AliveCor’s mobile ECG device might be able to do more than just record your heartbeat.

The Kardia device uses a finger pulse to take an ECG.
The Kardia device uses a finger pulse to take an ECG.
The Kardia device uses a finger pulse to take an ECG.
AliveCor

AliveCor, a Silicon Valley startup focused on mobile electrocardiogram technology, is getting an investment from the Mayo Clinic and is also striking a wide-ranging collaboration with the famous medical institution to find “hidden health indicators” in heart readings.

The six-year-old company did not disclose the amount of the investment, which sources said will apparently increase over time. The last time the company revealed its funding was in 2012, when it got $10.5 million from Khosla Ventures for a total of $13.5 million.

AliveCor had several CEOs in its short history before it hired tech exec Vic Gundotra, who has had high-profile jobs at Microsoft and Google, in 2015.

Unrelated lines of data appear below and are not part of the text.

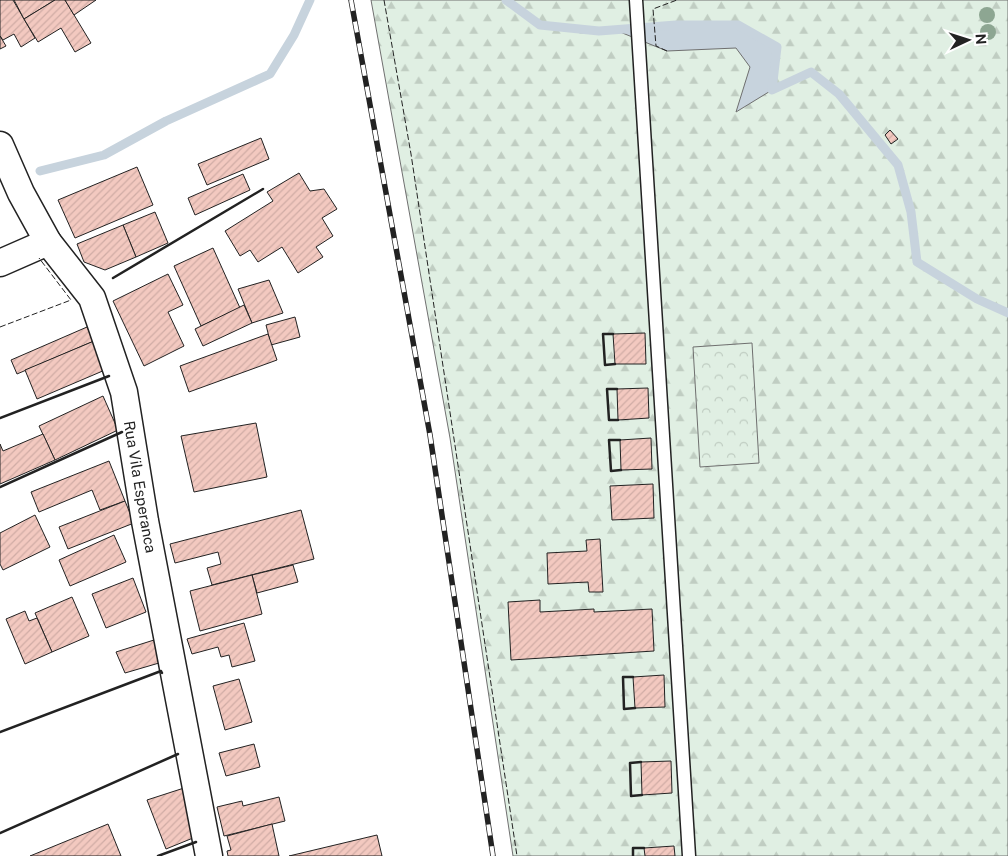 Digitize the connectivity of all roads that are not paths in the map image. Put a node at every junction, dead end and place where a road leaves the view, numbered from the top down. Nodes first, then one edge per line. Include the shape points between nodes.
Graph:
1 (636, 5) edge
2 (0, 145) edge
3 (48, 242) junction
4 (0, 263) edge
5 (209, 856) edge
6 (689, 856) edge

1 - 6 lane
2 - 3 street, Rua Vila Esperanca
3 - 4 street
3 - 5 street, Rua Vila Esperanca via 92,298 124,392 145,521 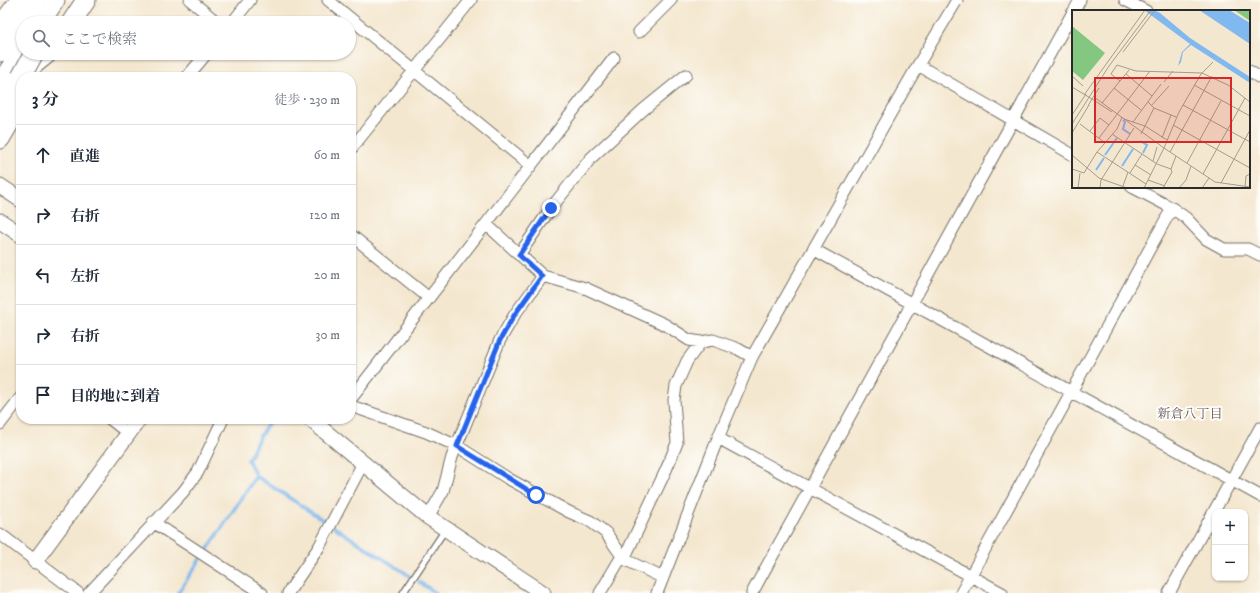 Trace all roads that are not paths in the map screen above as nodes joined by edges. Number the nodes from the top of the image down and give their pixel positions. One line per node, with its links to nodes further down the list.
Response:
1 (8, 0): 17 (highway)
2 (20, 0): 27 (highway)
3 (34, 0): 19 (highway)
4 (55, 0): 20 (highway)
5 (62, 0): 21 (highway)
6 (86, 0): 22 (highway)
7 (190, 0): 23 (street)
8 (250, 0): 24 (street)
9 (328, 0): 25 (street)
10 (472, 0): 38 (street)
11 (671, 0): 29 (street)
12 (957, 0): 37 (street)
13 (1080, 0): 15 (street)
14 (1125, 0): 16 (street)
15 (1074, 10)
16 (1144, 10)
17 (0, 11)
18 (1072, 14): 52 (street)
19 (24, 16)
20 (45, 16)
21 (54, 16)
22 (76, 16)
23 (209, 16)
24 (237, 16)
25 (348, 16)
26 (356, 23): 38 (street)
27 (0, 27)
28 (16, 28): 30 (highway)
29 (639, 32)
30 (0, 52)
31 (614, 58): 56 (street)
32 (16, 60): 47 (highway)
33 (30, 60): 39 (highway, bridge)
34 (39, 60): 40 (highway)
35 (48, 60): 41 (highway)
36 (201, 60): 42 (street)
37 (918, 65): 52 (street); 65 (street)
38 (414, 70): 54 (street); 56 (street)
39 (24, 72)
40 (25, 72)
41 (40, 72)
42 (191, 72)
43 (1250, 72): 45 (street)
44 (686, 75): 66 (street)
45 (1260, 78)
46 (16, 79): 49 (highway)
47 (0, 84)
48 (16, 86): 51 (highway)
49 (0, 92)
50 (16, 112): 53 (highway)
51 (0, 115)
52 (1014, 121): 55 (street); 70 (street)
53 (0, 139)
54 (356, 143)
55 (1072, 154)
56 (531, 166): 62 (street)
57 (0, 186): 59 (street)
58 (1134, 188): 60 (street)
59 (16, 197)
60 (1172, 208): 67 (street); 73 (street)
61 (0, 221): 63 (street)
62 (486, 224): 66 (street); 69 (street)
63 (16, 232)
64 (356, 239): 69 (street)
65 (813, 249): 70 (street); 72 (street)
66 (519, 255): 68 (street)
67 (1260, 255)
68 (542, 276): 71 (street); 85 (street)
69 (429, 298): 74 (street)
70 (913, 303): 73 (street); 88 (street)
71 (701, 342): 72 (street); 94 (street)
72 (752, 357): 84 (street)
73 (1072, 392): 87 (street); 96 (street)
74 (356, 393)
75 (16, 403): 77 (street)
76 (356, 408): 85 (street)
77 (0, 424)
78 (116, 424): 83 (street)
79 (135, 424): 83 (street)
80 (221, 424): 91 (street)
81 (316, 424): 86 (street)
82 (1260, 428): 87 (street)
83 (128, 433): 95 (street)
84 (718, 438): 88 (street); 97 (street)
85 (457, 446): 90 (street); 94 (street)
86 (363, 463): 90 (street); 101 (street)
87 (1231, 480): 89 (street); 109 (street)
88 (811, 487): 96 (street); 106 (street)
89 (1260, 496)
90 (428, 517): 92 (street)
91 (154, 522): 99 (street); 100 (street)
92 (446, 528): 102 (lane); 103 (street)
93 (0, 534): 95 (street)
94 (623, 558): 97 (street); 104 (street)
95 (35, 561): 98 (street)
96 (971, 575): 107 (street); 108 (street)
97 (663, 578): 105 (street)
98 (78, 593)
99 (88, 593)
100 (262, 593)
101 (288, 593)
102 (403, 593)
103 (543, 593)
104 (600, 593)
105 (657, 593)
106 (752, 593)
107 (961, 593)
108 (1002, 593)
109 (1169, 593)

In an interview, he said that his goal was to create a Silicon Valley tech company that has “collaborated with real doctors and has passed regulatory tests and not with a board which does not have a clue.” Gundotra’s reference, of course, is to the controversies around Theranos, the blood-testing startup whose services have been questioned for their efficacy.

AliveCor CEO Vic Gundotra
AliveCor CEO Vic Gundotra

“This partnership with the Mayo Clinic has all the right incentives,” he added. “It is a deep collaboration.”

AliveCor, whose ECG technology via its Kardia Mobile device has gotten FDA clearance, said it has collected 10 million heart recordings. With the Mayo Clinic, using this data, it hopes to employ machine learning to yield more than a traditional cardiac reading can. As an example, the company said that the ECG can quantify serum potassium levels in a non-invasive way, rather than through a blood test. An abnormal level can indicate kidney failure.

Currently, Kardia Mobile employs an ECG device and an app, giving instant analysis for a range of heart measurements, such as detecting atrial fibrillation and normal sinus rhythms. It has also integrated data from home blood pressure devices into its app.

“Someday, no cardiologist will practice and not use machines that can see something humans cannot,” said Gundotra, noting the possibilities are vast to change the way people are diagnosed using increasingly sophisticated algorithms. “Machines will see a lot of things if you give them enough data.”

More such devices from AliveCor are expected, said sources, with rollouts likely in Europe and elsewhere before coming to the U.S.